TASK PROMPT: Write out exactly the lines from the one with "Road topology of" through the last line of the data below, but not the pictures.

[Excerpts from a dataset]
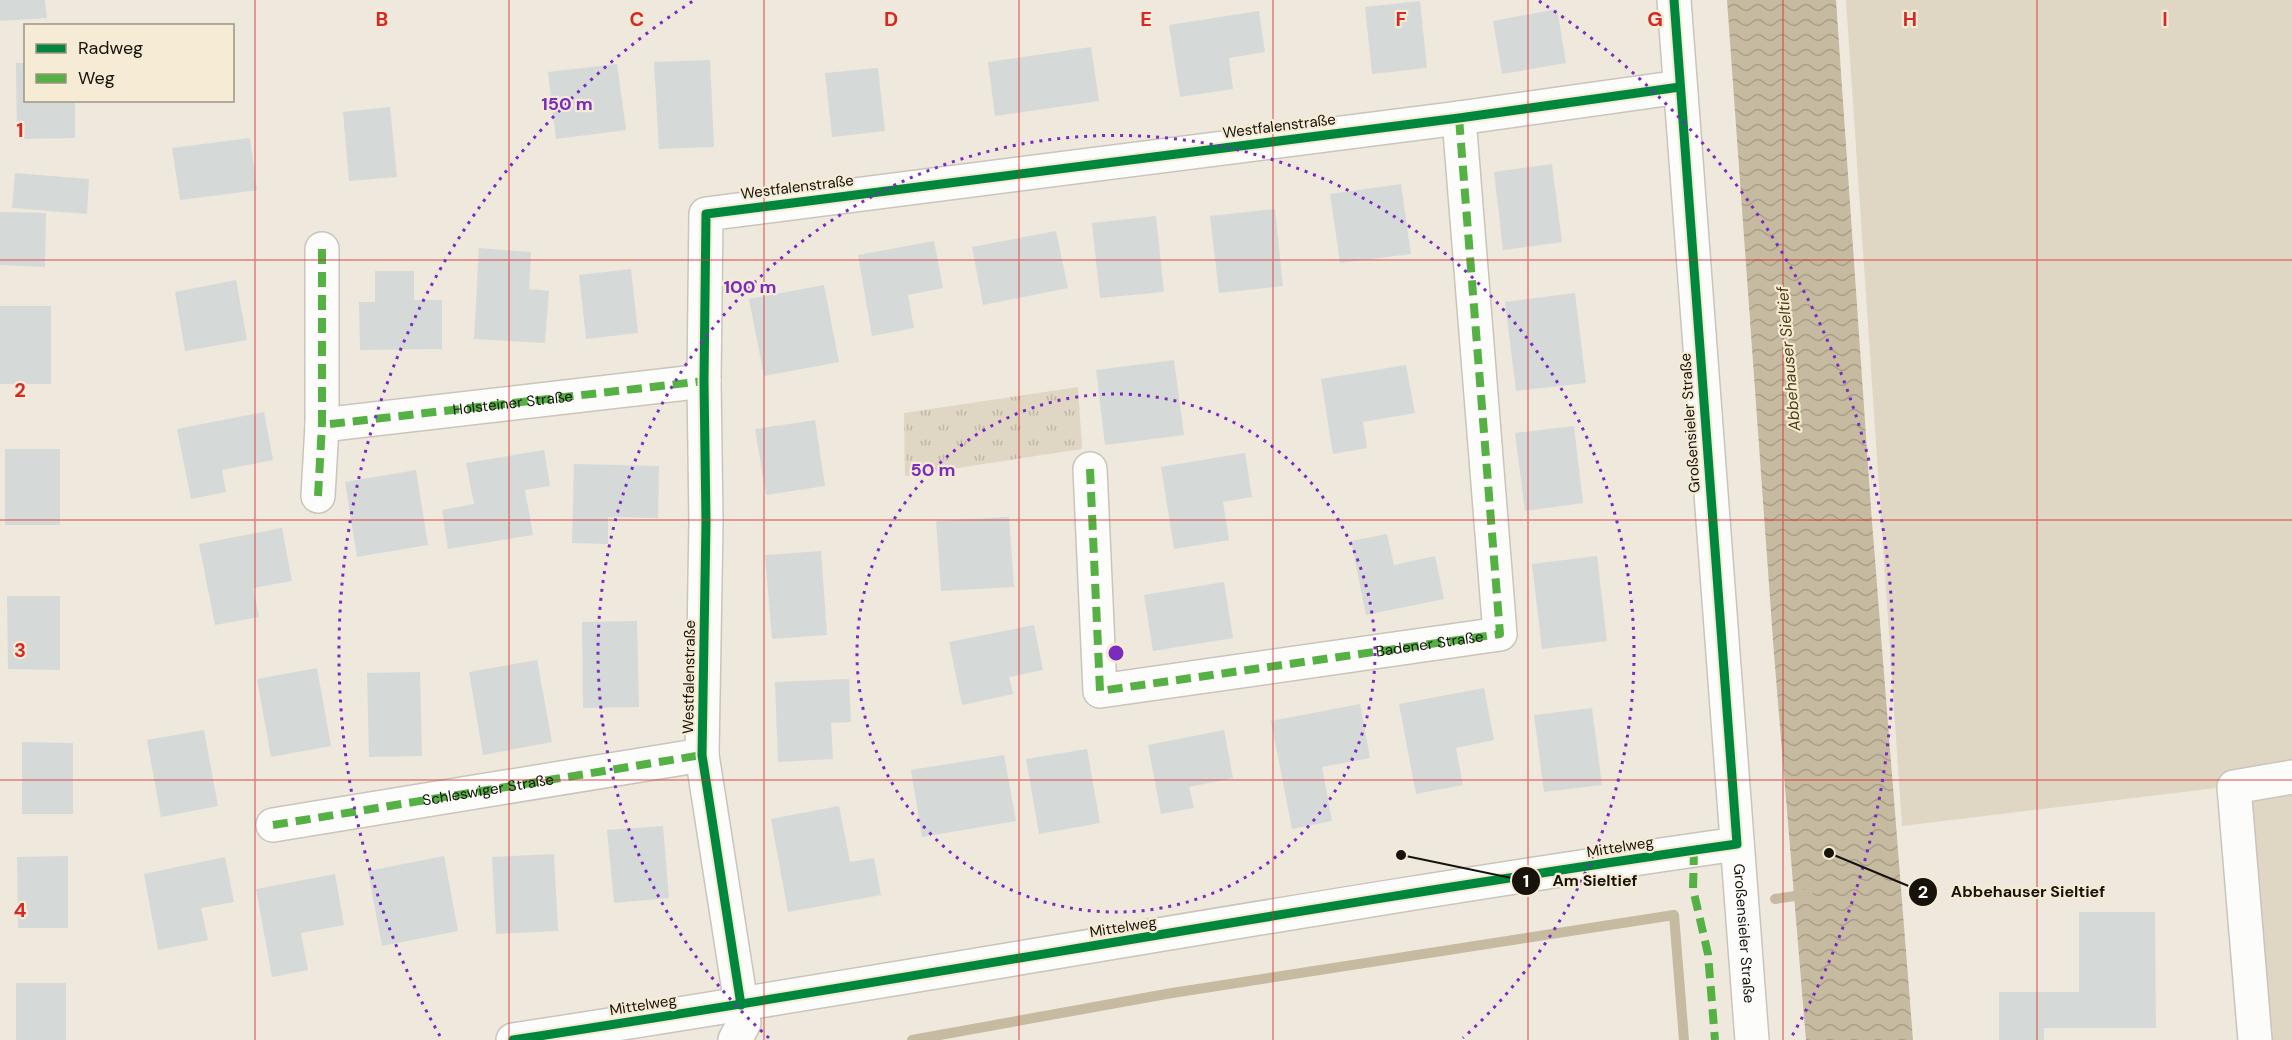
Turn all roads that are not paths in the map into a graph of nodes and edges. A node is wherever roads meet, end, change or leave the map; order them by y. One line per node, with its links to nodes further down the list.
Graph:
1 (1674, 0): 2 (street, Großensieler Straße)
2 (1680, 87): 3 (street, Westfalenstraße); 12 (street, Großensieler Straße)
3 (1459, 118): 5 (street, Westfalenstraße); 7 (street, Badener Straße)
4 (322, 249): 6 (street)
5 (704, 381): 6 (street, Holsteiner Straße); 9 (street, Westfalenstraße)
6 (322, 425): 8 (street)
7 (1090, 469)
8 (318, 496)
9 (702, 755): 11 (street, Schleswiger Straße); 13 (street, Westfalenstraße)
10 (2292, 777): 17 (street)
11 (273, 825)
12 (1737, 844): 13 (street, Mittelweg); 16 (street, Großensieler Straße)
13 (741, 1005): 14 (street, Mittelweg); 15 (street, Westfalenstraße)
14 (527, 1039)
15 (735, 1040)
16 (1752, 1040)
17 (2255, 1040)

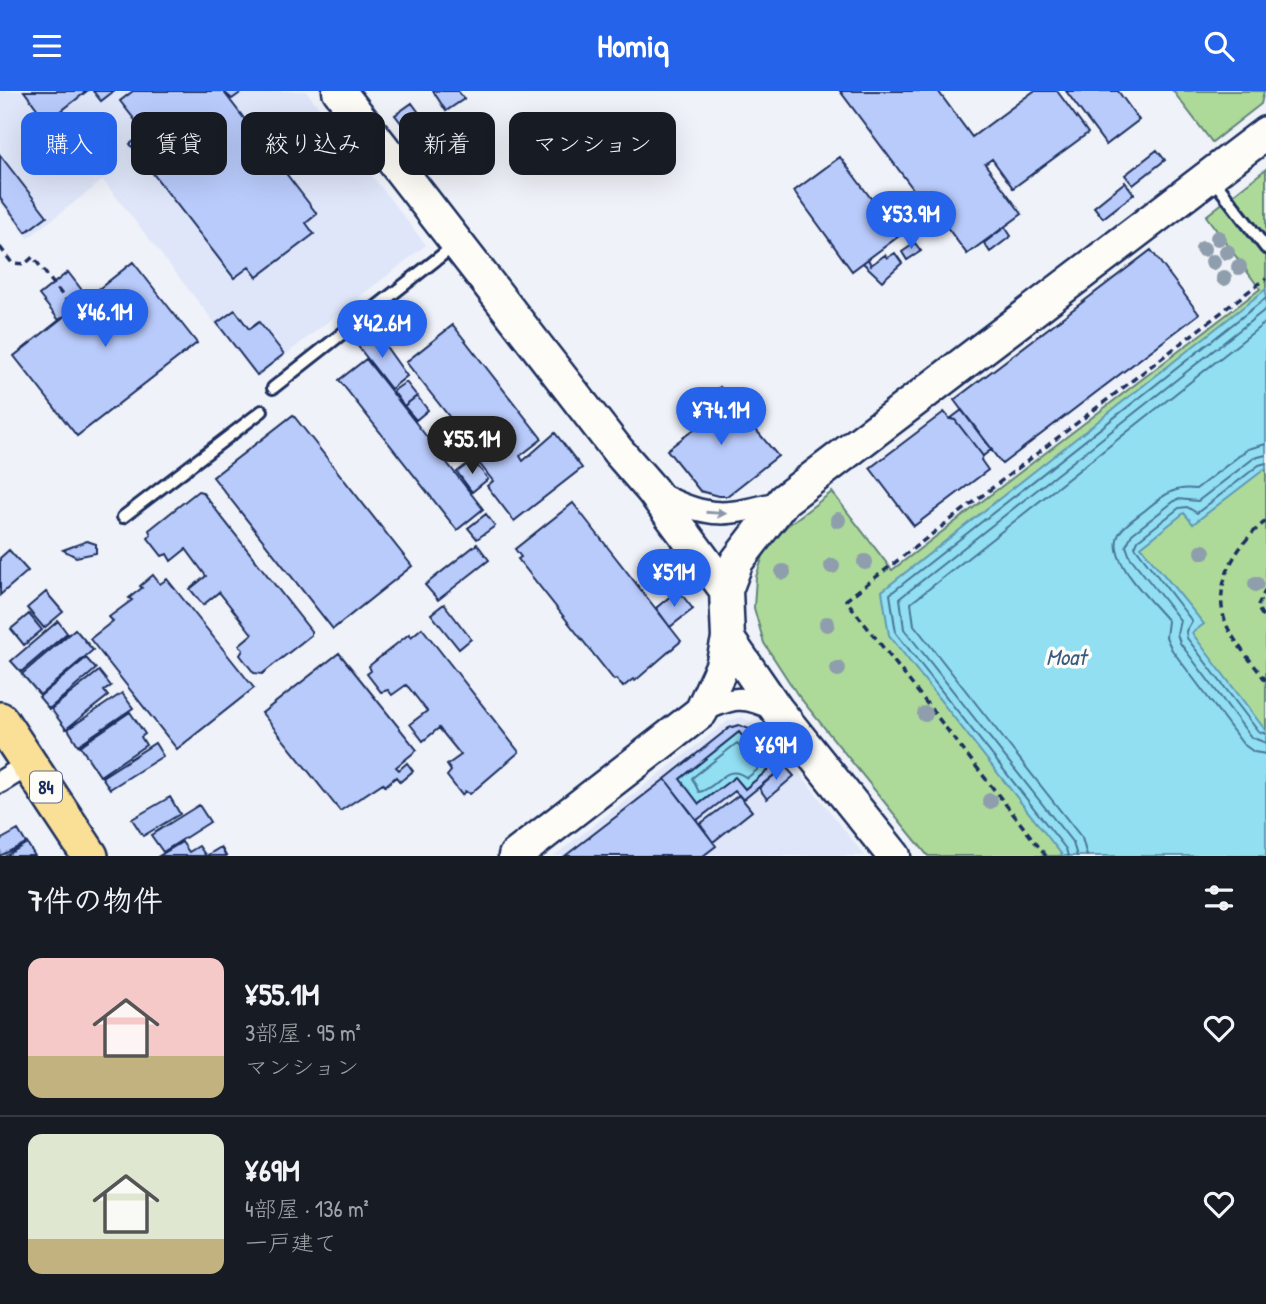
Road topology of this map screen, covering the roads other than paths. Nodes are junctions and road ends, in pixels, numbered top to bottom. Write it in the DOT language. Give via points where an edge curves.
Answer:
graph roads {
  1 [pos="339,91"];
  2 [pos="1266,133"];
  3 [pos="1211,175"];
  4 [pos="458,242"];
  5 [pos="1266,248"];
  6 [pos="273,388"];
  7 [pos="262,411"];
  8 [pos="652,490"];
  9 [pos="784,501"];
  10 [pos="124,517"];
  11 [pos="726,590"];
  12 [pos="728,639"];
  13 [pos="777,711"];
  14 [pos="701,712"];
  15 [pos="0,720"];
  16 [pos="31,763"];
  17 [pos="0,782"];
  18 [pos="90,856"];
  19 [pos="515,856"];
  20 [pos="894,856"];
  1 -- 4 [label="street"];
  2 -- 3 [label="street"];
  3 -- 5 [label="lane"];
  3 -- 9 [label="street"];
  4 -- 6 [label="lane"];
  4 -- 8 [label="street"];
  7 -- 10 [label="lane"];
  8 -- 9 [label="street, one-way" via="681,505 716,514 735,514"];
  8 -- 11 [label="street"];
  9 -- 11 [label="street" via="743,550"];
  11 -- 12 [label="street"];
  12 -- 13 [label="street"];
  12 -- 14 [label="street" via="722,666"];
  13 -- 14 [label="street" via="754,700 732,698"];
  13 -- 20 [label="street"];
  14 -- 19 [label="street"];
  15 -- 16 [label="main road, 84"];
  16 -- 17 [label="street"];
  16 -- 18 [label="main road, 84"];
}
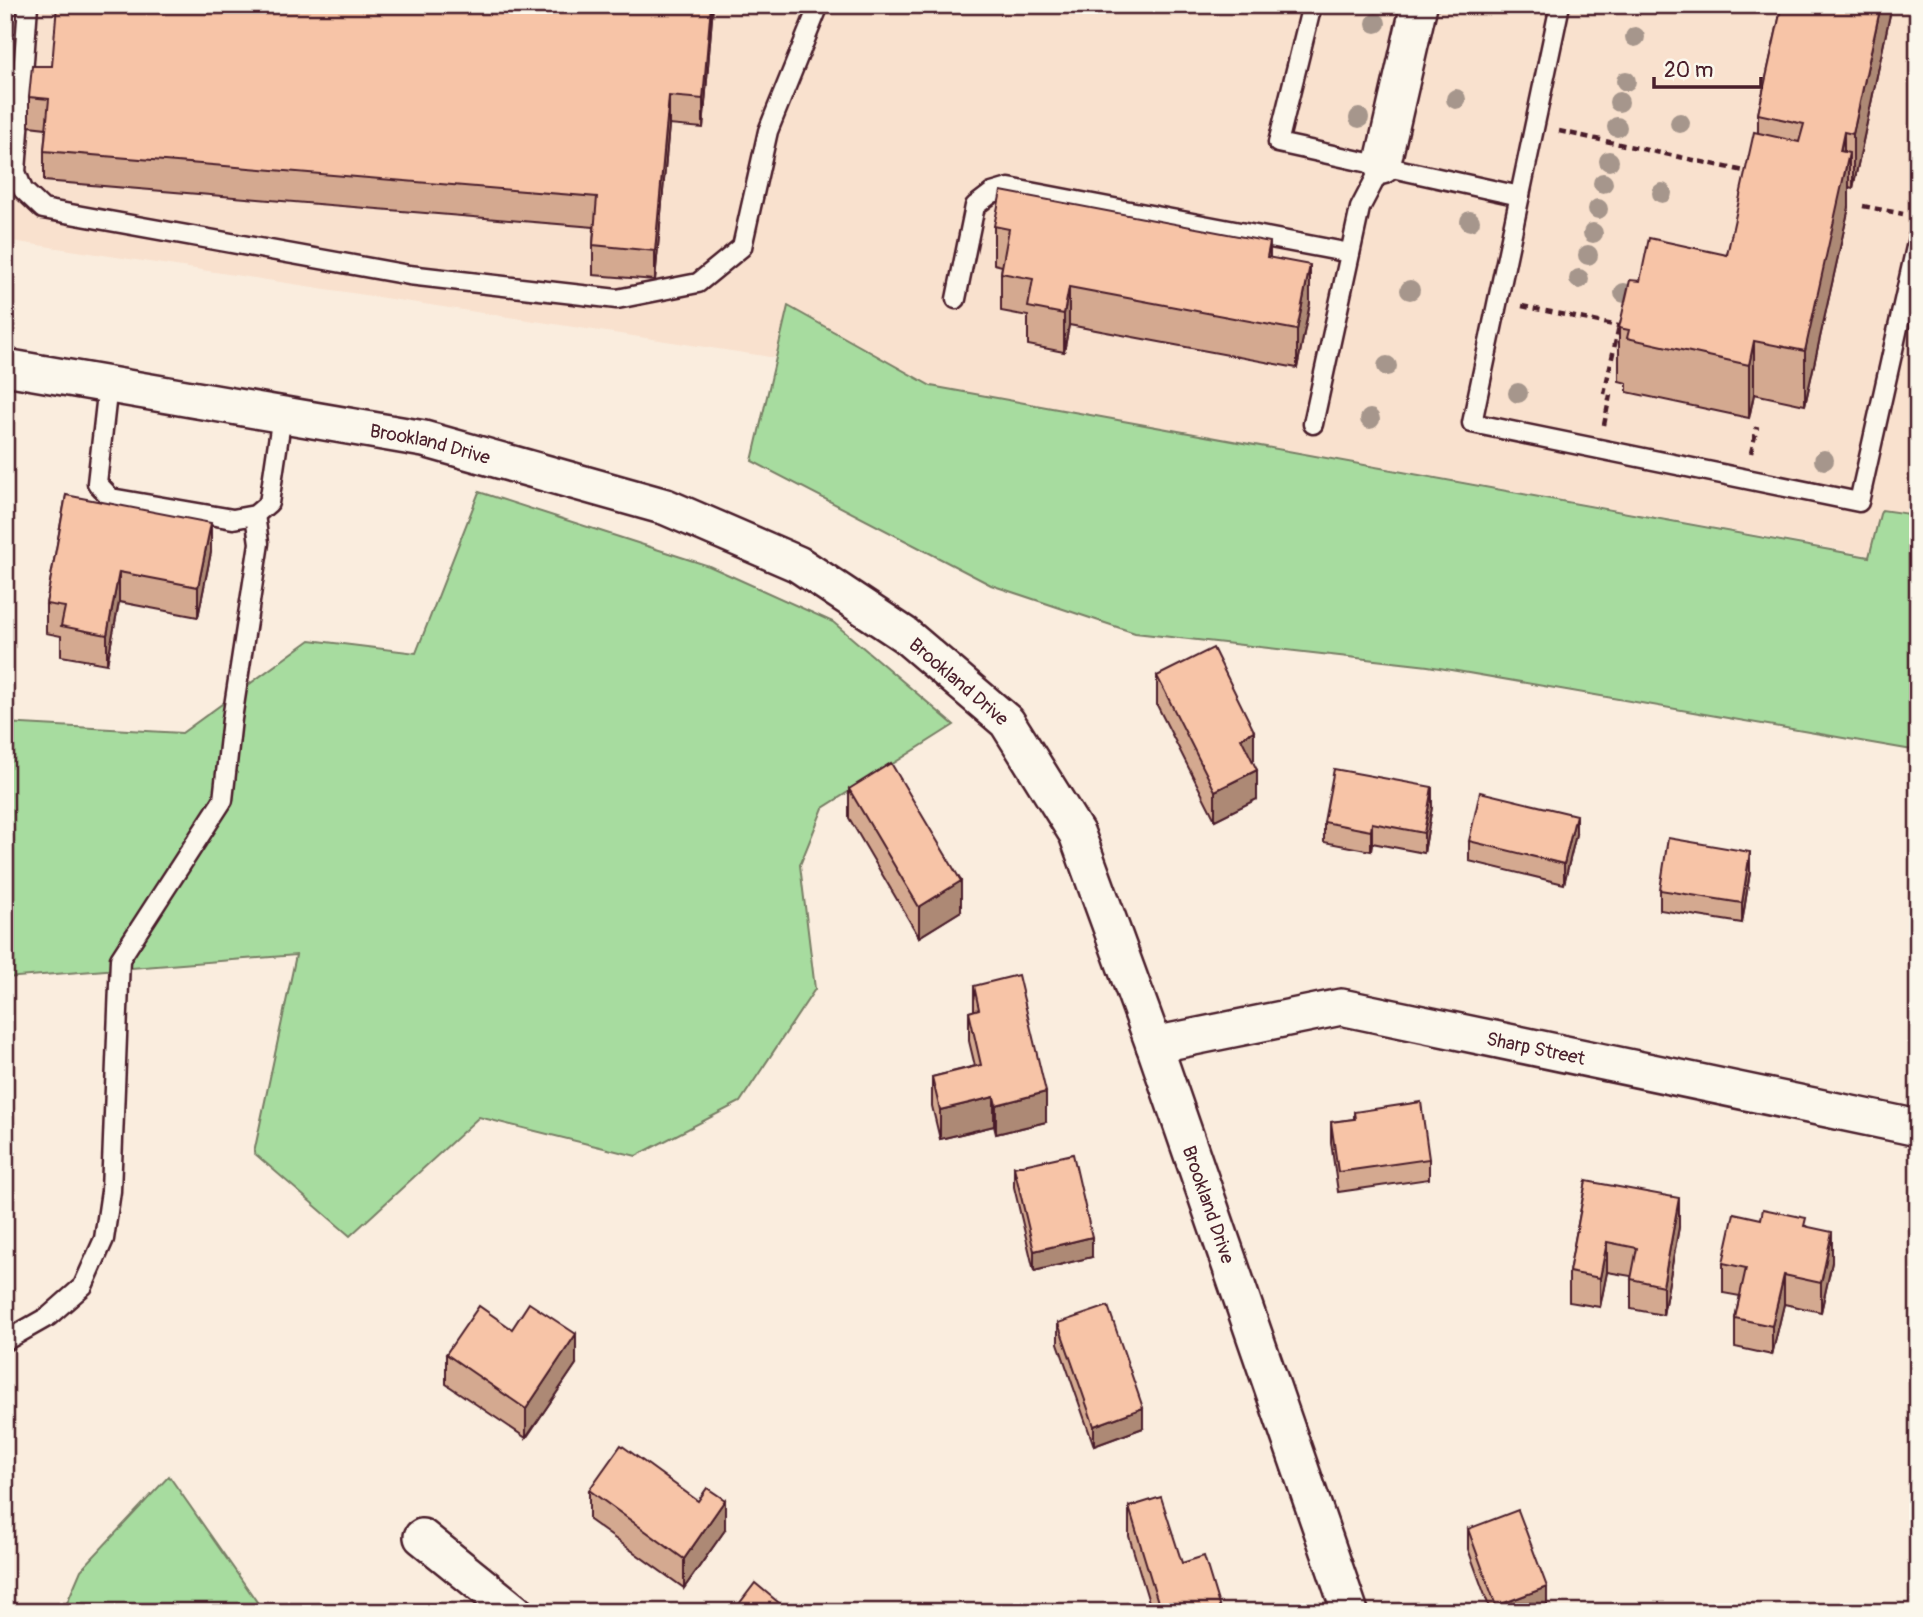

SOLUTION TO THIS PROBLEM:
Road topology of this map screen, covering the roads other than paths. Nodes are junctions and road ends, in pixels, numbered top to bottom. Write it in the DOT language. Give via points where an edge curves.
Answer:
graph roads {
  1 [pos="339,91"];
  2 [pos="1266,133"];
  3 [pos="1211,175"];
  4 [pos="458,242"];
  5 [pos="1266,248"];
  6 [pos="273,388"];
  7 [pos="262,411"];
  8 [pos="652,490"];
  9 [pos="784,501"];
  10 [pos="124,517"];
  11 [pos="726,590"];
  12 [pos="728,639"];
  13 [pos="777,711"];
  14 [pos="701,712"];
  15 [pos="0,720"];
  16 [pos="31,763"];
  17 [pos="0,782"];
  18 [pos="90,856"];
  19 [pos="515,856"];
  20 [pos="894,856"];
  1 -- 4 [label="street"];
  2 -- 3 [label="street"];
  3 -- 5 [label="lane"];
  3 -- 9 [label="street"];
  4 -- 6 [label="lane"];
  4 -- 8 [label="street"];
  7 -- 10 [label="lane"];
  8 -- 9 [label="street, one-way" via="681,505 716,514 735,514"];
  8 -- 11 [label="street"];
  9 -- 11 [label="street" via="743,550"];
  11 -- 12 [label="street"];
  12 -- 13 [label="street"];
  12 -- 14 [label="street" via="722,666"];
  13 -- 14 [label="street" via="754,700 732,698"];
  13 -- 20 [label="street"];
  14 -- 19 [label="street"];
  15 -- 16 [label="main road, 84"];
  16 -- 17 [label="street"];
  16 -- 18 [label="main road, 84"];
}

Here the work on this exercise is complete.